Work to complete: Work out how many lines of the data hold the string "Avenue", and reply with that number alone.

[Provided entries — start]

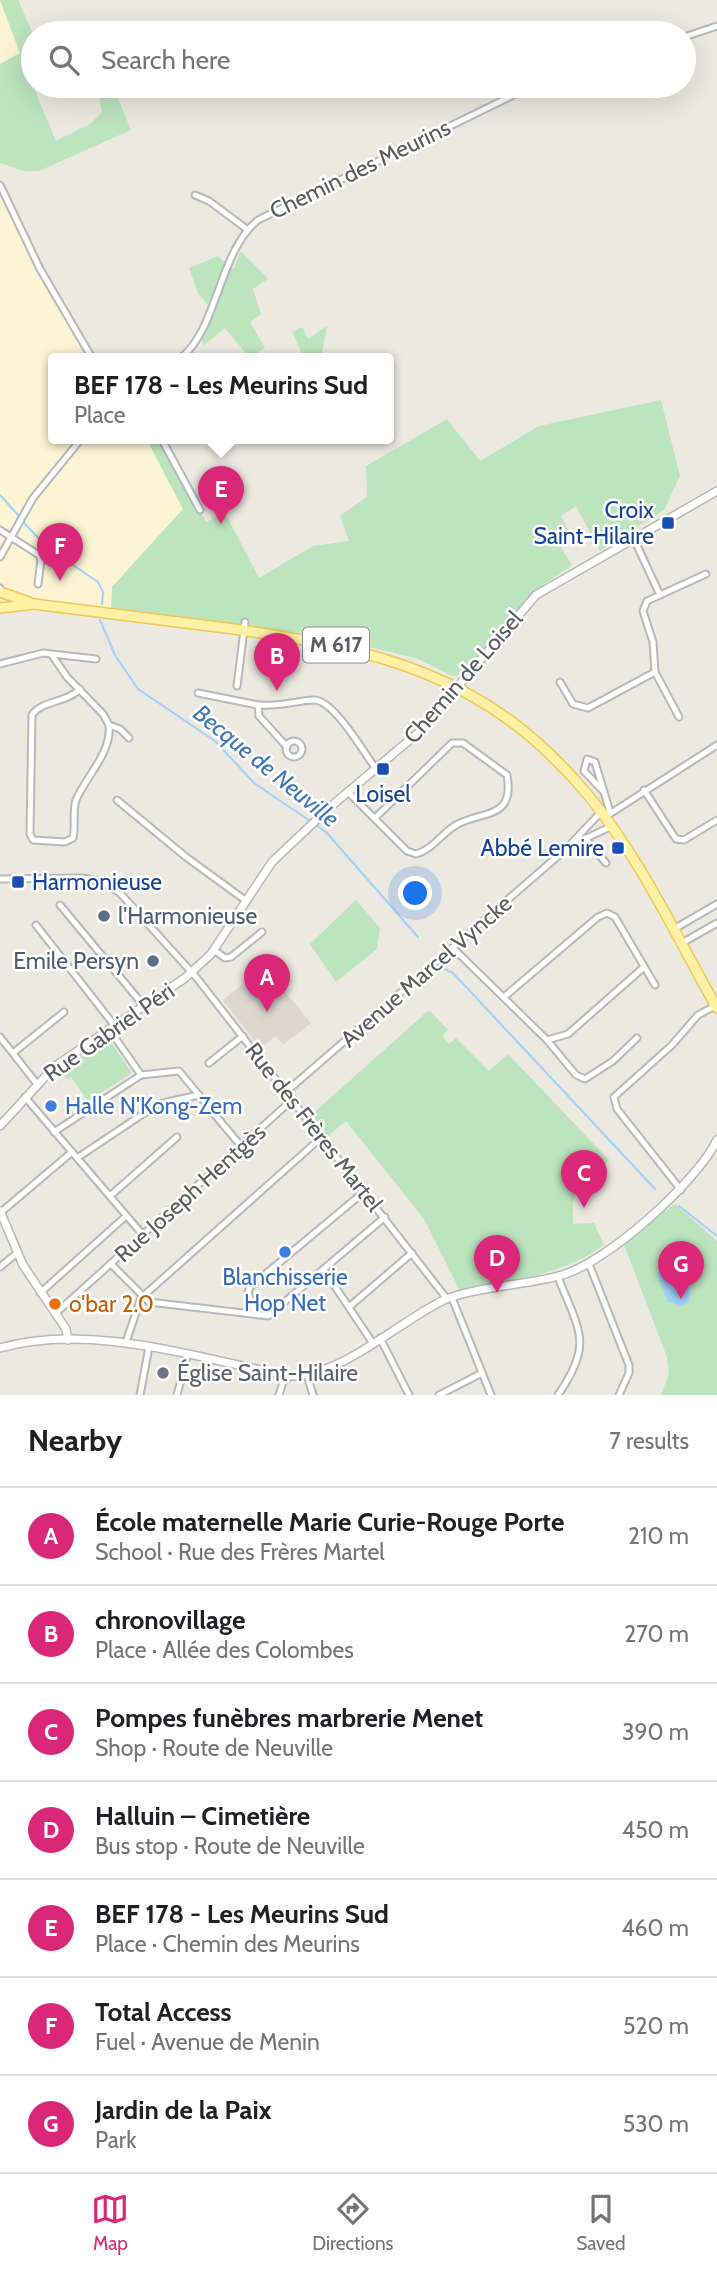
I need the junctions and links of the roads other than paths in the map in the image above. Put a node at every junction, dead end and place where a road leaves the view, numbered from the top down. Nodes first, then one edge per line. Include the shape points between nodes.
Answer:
1 (717, 26) edge
2 (696, 33) edge
3 (507, 98) edge
4 (0, 185) edge
5 (195, 195) dead end
6 (248, 230) junction
7 (89, 353) edge
8 (187, 353) edge
9 (77, 444) edge
10 (164, 444) edge
11 (717, 491) edge
12 (200, 510) dead end
13 (0, 530) edge
14 (10, 536) junction
15 (633, 537) junction
16 (0, 557) edge
17 (706, 574) dead end
18 (38, 584) dead end
19 (1, 590) edge
20 (660, 595) junction
21 (34, 604) junction
22 (0, 608) edge
23 (244, 629) junction
24 (52, 655) junction
25 (96, 659) dead end
26 (0, 664) edge
27 (655, 672) junction
28 (560, 682) dead end
29 (237, 686) dead end
30 (456, 689) junction
31 (80, 690) junction
32 (198, 694) dead end
33 (258, 705) junction
34 (679, 717) dead end
35 (109, 725) junction
36 (130, 738) dead end
37 (717, 745) edge
38 (287, 747) dead end
39 (376, 769) junction
40 (644, 790) junction
41 (603, 791) junction
42 (348, 792) junction
43 (117, 800) dead end
44 (605, 814) junction
45 (375, 818) junction
46 (717, 820) edge
47 (612, 826) junction
48 (585, 838) junction
49 (565, 850) junction
50 (606, 863) dead end
51 (0, 879) edge
52 (245, 900) junction
53 (717, 904) edge
54 (60, 905) dead end
55 (684, 923) junction
56 (717, 923) edge
57 (36, 925) dead end
58 (674, 929) junction
59 (262, 932) dead end
60 (691, 937) junction
61 (682, 943) junction
62 (453, 948) junction
63 (214, 950) junction
64 (644, 967) junction
65 (192, 972) junction
66 (655, 985) dead end
67 (504, 997) junction
68 (717, 1005) edge
69 (144, 1006) junction
70 (65, 1012) dead end
71 (111, 1027) junction
72 (243, 1036) junction
73 (0, 1037) edge
74 (637, 1038) dead end
75 (547, 1040) junction
76 (13, 1053) junction
77 (209, 1063) dead end
78 (141, 1075) junction
79 (37, 1084) junction
80 (287, 1091) junction
81 (25, 1097) junction
82 (202, 1099) junction
83 (293, 1099) junction
84 (1, 1123) edge
85 (54, 1132) junction
86 (323, 1136) junction
87 (177, 1137) dead end
88 (717, 1140) edge
89 (241, 1146) junction
90 (72, 1153) junction
91 (77, 1158) junction
92 (681, 1190) junction
93 (365, 1191) junction
94 (110, 1196) junction
95 (0, 1213) edge
96 (126, 1216) junction
97 (385, 1217) junction
98 (143, 1235) junction
99 (412, 1253) junction
100 (17, 1254) junction
101 (111, 1264) junction
102 (589, 1264) junction
103 (0, 1267) edge
104 (324, 1270) junction
105 (558, 1277) junction
106 (40, 1293) junction
107 (141, 1298) junction
108 (449, 1299) junction
109 (349, 1307) junction
110 (55, 1314) junction
111 (255, 1314) junction
112 (68, 1340) junction
113 (376, 1340) junction
114 (126, 1342) junction
115 (149, 1347) junction
116 (0, 1348) edge
117 (187, 1356) junction
118 (482, 1373) junction
119 (307, 1375) junction
120 (290, 1376) junction
121 (141, 1395) edge
122 (177, 1395) edge
123 (279, 1395) edge
124 (313, 1395) edge
125 (409, 1395) edge
126 (439, 1395) edge
127 (491, 1395) edge
128 (558, 1395) edge
129 (619, 1395) edge

1 - 2 street
3 - 6 street, Chemin des Meurins via 267,214
4 - 7 street via 40,269
5 - 6 street
6 - 8 street, Chemin des Meurins via 216,291 197,344
9 - 14 street via 46,479
10 - 12 street
11 - 15 street, Chemin de Loisel
13 - 14 street
14 - 16 street
14 - 18 street via 39,555
15 - 20 street
15 - 30 street, Chemin de Loisel via 540,592
17 - 20 street
19 - 21 main road, M 617
19 - 22 main road via 4,602
20 - 27 street via 647,601 643,614 657,661
21 - 22 main road, M 617
21 - 23 main road, M 617 via 152,623
23 - 29 street
23 - 30 main road, M 617 via 359,655
24 - 25 street
24 - 26 street
24 - 31 street
27 - 28 street via 588,708 573,704
27 - 34 street
30 - 39 street, Chemin de Loisel via 413,738
30 - 44 main road, M 617 via 537,745
31 - 35 street
31 - 35 street via 32,715 33,840 65,842 73,838 76,801 102,753
32 - 33 street
33 - 38 street via 259,716
33 - 39 street via 313,700 327,704
35 - 36 street
37 - 40 street, Avenue Marcel Vyncke
39 - 42 street, Chemin de Loisel
40 - 44 street, Avenue Marcel Vyncke
40 - 46 street via 676,839 687,838
41 - 41 street via 595,762 587,759 584,771
41 - 44 street
42 - 45 street
42 - 52 street, Chemin de Loisel via 272,862
43 - 52 street
44 - 47 main road, M 617
44 - 49 street, Avenue Marcel Vyncke
45 - 45 street via 409,853 419,853 455,825 498,811 507,796 507,775 455,742
47 - 48 street, Avenue Marcel Vyncke
47 - 58 main road, M 617
48 - 49 street, Avenue Marcel Vyncke
48 - 50 street
49 - 62 street, Avenue Marcel Vyncke
51 - 65 street, Rue des Frères Martel via 82,878 108,885
52 - 63 street, Chemin de Loisel
53 - 55 street
54 - 69 street
55 - 58 street
55 - 60 street
56 - 60 street
57 - 71 street
58 - 61 main road, M 617
59 - 63 street via 231,957
60 - 61 street
61 - 68 main road, M 617
62 - 67 street
62 - 80 street, Avenue Marcel Vyncke
63 - 65 street, Chemin de Loisel
64 - 66 street
64 - 67 street via 613,915 604,913
64 - 75 street via 568,1034
65 - 69 street, Rue Gabriel Péri
65 - 72 street, Rue des Frères Martel
67 - 75 street
68 - 92 street via 698,1015 614,1097 617,1109
69 - 71 street, Rue Gabriel Péri
70 - 76 street
71 - 78 street
71 - 79 street, Rue Gabriel Péri via 68,1055
72 - 77 street
72 - 80 street, Rue des Frères Martel
73 - 76 street
74 - 75 street via 585,1079 576,1075
76 - 79 street
78 - 82 street via 179,1071
78 - 85 street
79 - 81 street, Rue Gabriel Péri
80 - 83 street, Rue des Frères Martel
81 - 84 street, Rue Gabriel Péri
81 - 85 street
82 - 89 street
82 - 91 street via 158,1104
83 - 86 street, Rue des Frères Martel
83 - 89 street, Rue Joseph Hentgès
85 - 90 street
86 - 93 street, Rue des Frères Martel
86 - 107 street
87 - 94 street
88 - 92 street
89 - 98 street, Rue Joseph Hentgès
90 - 91 street
90 - 95 street
91 - 94 street
92 - 102 street
93 - 97 street, Rue des Frères Martel
93 - 111 street via 250,1287
94 - 96 street
95 - 100 street
96 - 98 street
96 - 106 street
97 - 99 street, Rue des Frères Martel
97 - 104 street
98 - 101 street, Rue Joseph Hentgès
99 - 108 street, Rue des Frères Martel
99 - 109 street
100 - 103 street
100 - 106 street
101 - 107 street
101 - 110 street, Rue Joseph Hentgès
102 - 105 street
102 - 129 street via 629,1366
104 - 109 street
104 - 111 street via 272,1314
105 - 108 street
105 - 128 street via 581,1345 576,1369
106 - 110 street
107 - 111 street
107 - 114 street
108 - 113 street
108 - 118 street, Rue des Frères Martel
109 - 113 street
110 - 112 street
112 - 114 street
112 - 116 street
113 - 119 street via 331,1367
113 - 125 street
114 - 115 street
115 - 117 street
115 - 121 street
117 - 120 street
117 - 122 street
118 - 126 street
118 - 127 street, Rue des Frères Martel
119 - 120 street
119 - 124 street
120 - 123 street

[Provided entries — finish]

Response: 7